Indian Fishing by N.C. Wyeth
Indian Fishing
N.C. Wyeth
July 18, 1908

A Post cover by N.C. Wyeth from 1908 is eloquent in its solitary contentment. There is something uplifting about the young Native American in this peaceful, yet all-important pastime. Wyeth’s (1822-1945) first commission as an illustrator, we’re proud to say, was of a bucking bronco for a Post cover of February 1903. Wyeth’s cover art for the Post and sister publication, Country Gentleman magazine, ran the gamut from cowboys to rugged lumberjacks to a colorful Santa Claus.

Indian Chief on Horseback – Charles Hargens

Indian Chief on Horseback by Charles Hargens
Indian Chief on Horseback
Charles Hargens
August 22, 1936

Rich with color, the “Indian Chief on Horseback” that appeared on the August 22, 1936 cover was by an artist named Charles Hargens. This is such a stately example of the Native American, I was surprised to find that Hargens’ covers also ran the gamut: from a skiing scene in 1939 to a rather comic small-town sheriff running from snowballs in 1921.

Indians on Horseback – Paul Strayer

Indians on Horseback by Paul Strayer
Indians on Horseback
Paul Stayer
The Country Gentleman
November 1, 1929

An equally stunning example is “Indians on Horseback” from a 1929 Country Gentlemen. It’s a great example of action, from the flying hair to the dust under the horses’ hooves.
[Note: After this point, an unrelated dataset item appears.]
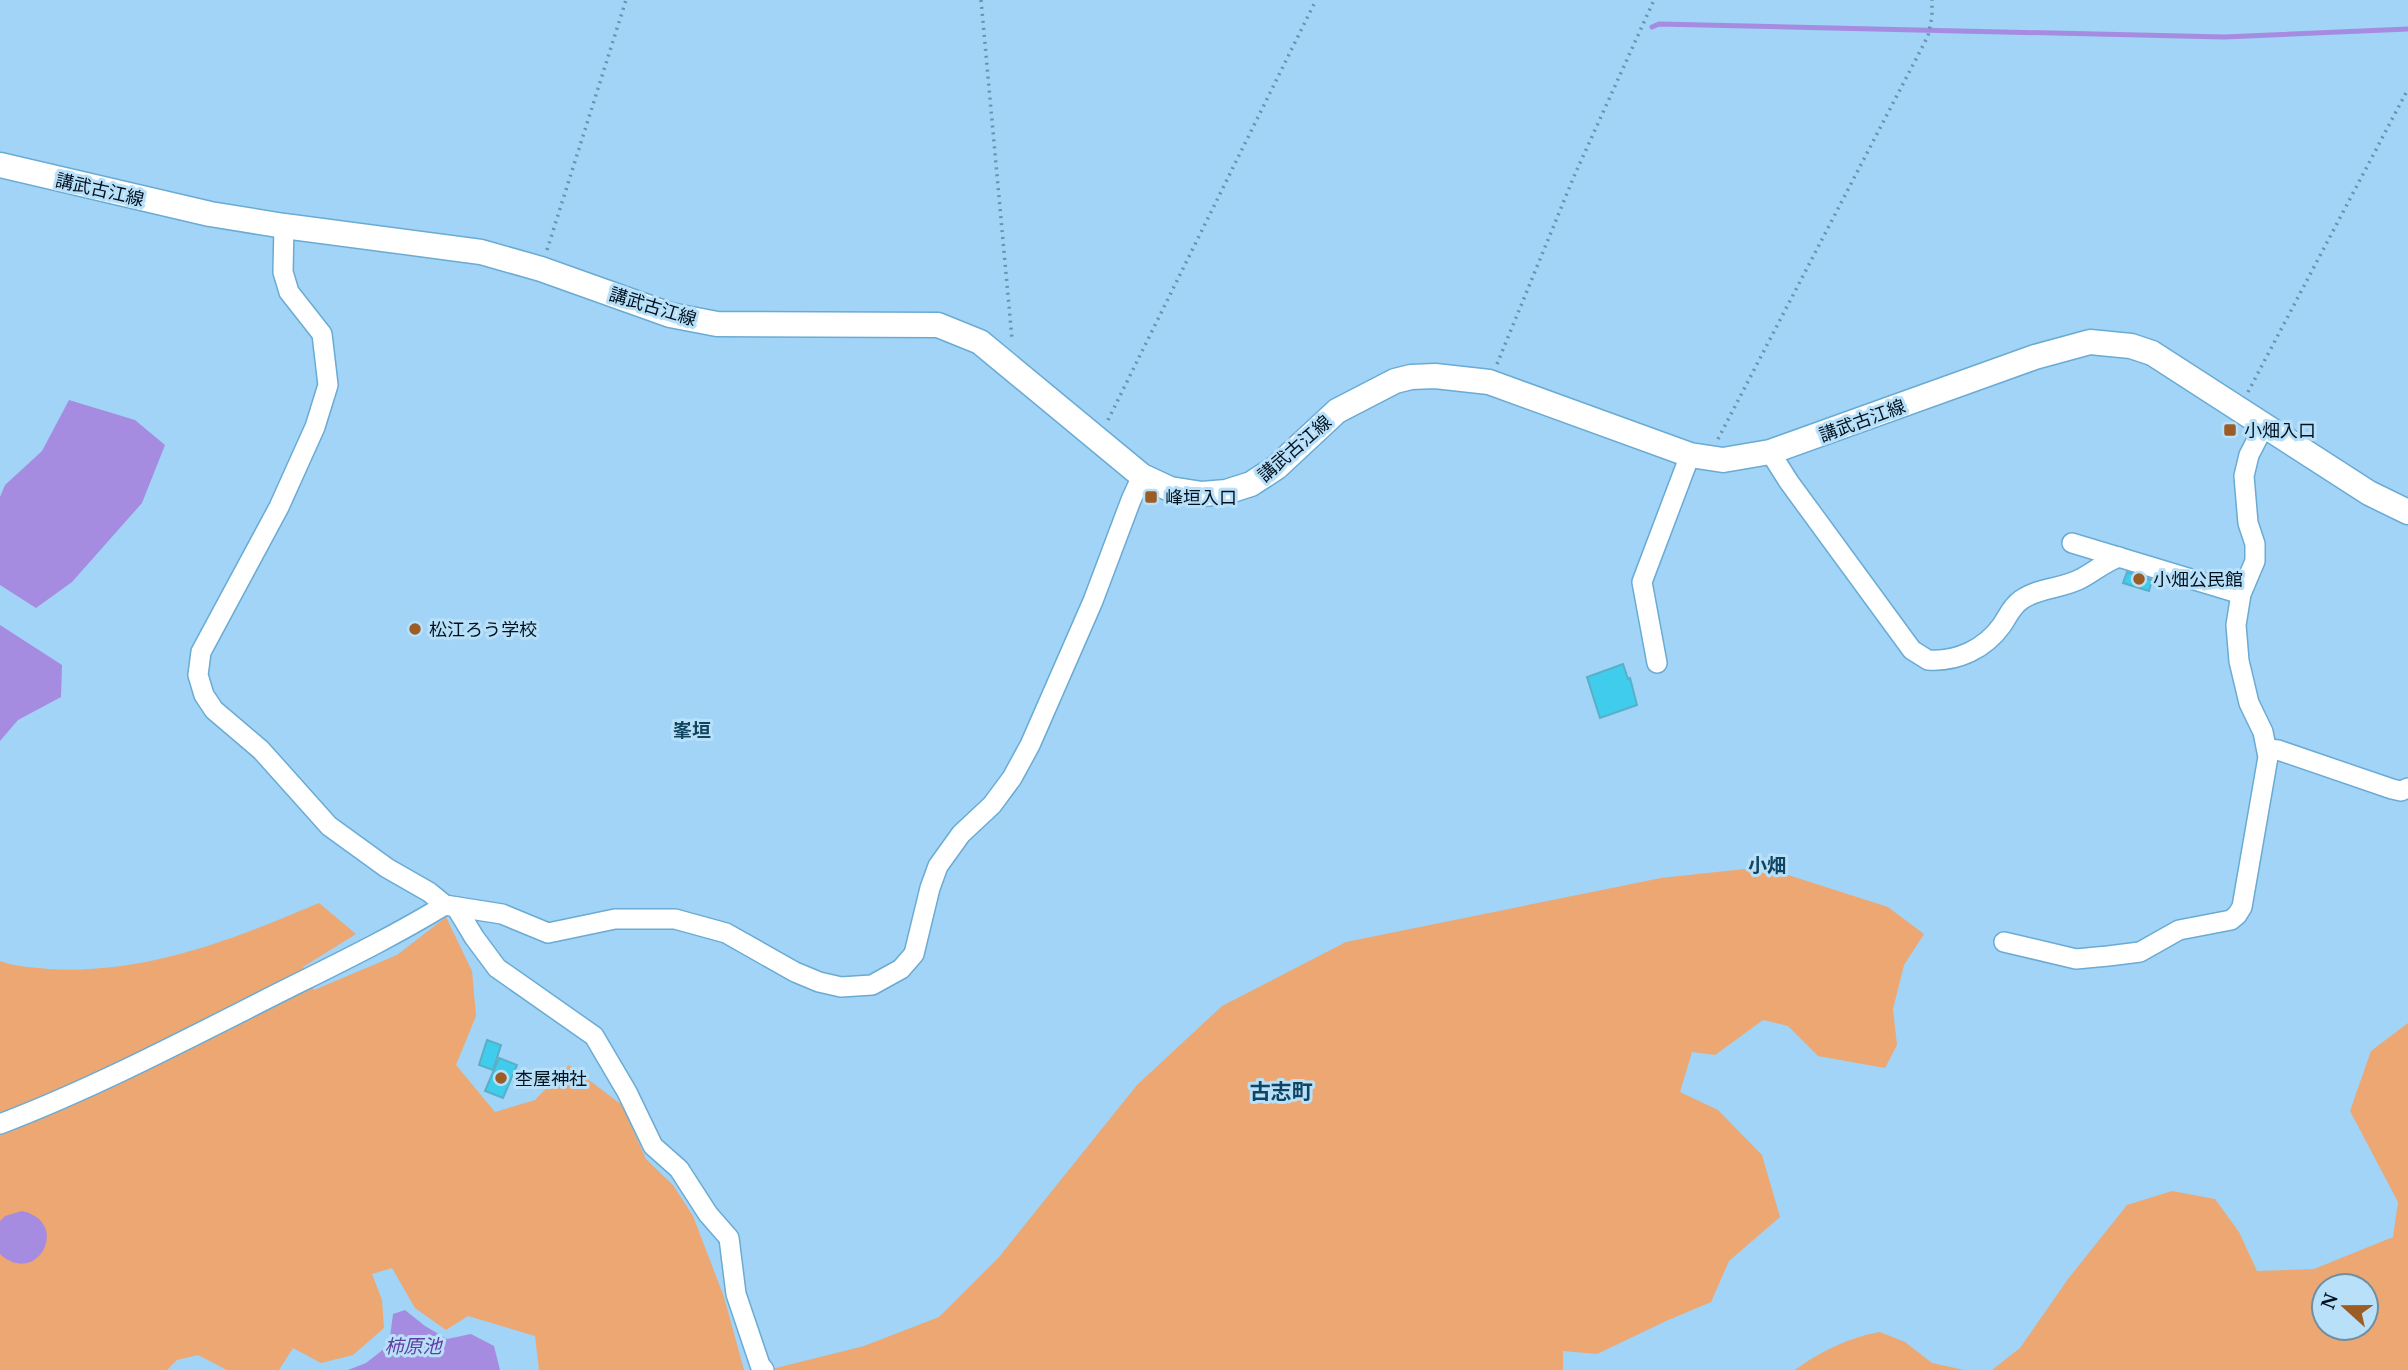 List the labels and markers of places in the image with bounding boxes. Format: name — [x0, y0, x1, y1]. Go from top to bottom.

I was sorry to find that this is the only artwork we can claim by Paul Strayer, but it is a beauty.

Indian on Horseback – Frederic Remington

Indian on Horseback by Federic Remington
Indian on Horseback
Frederic Remington
December 14, 1901

In 1901 the technique for cover color was as yet rather unsophisticated, but this example of an Indian on horseback was by renowned Western artist Frederic Remington. Remington (1861-1909) reminds me of Teddy Roosevelt. Like Teddy, he was born in New York, but lived for the rugged Western life, and was the kind of man who hunted grizzlies. This is our only Frederic Remington cover.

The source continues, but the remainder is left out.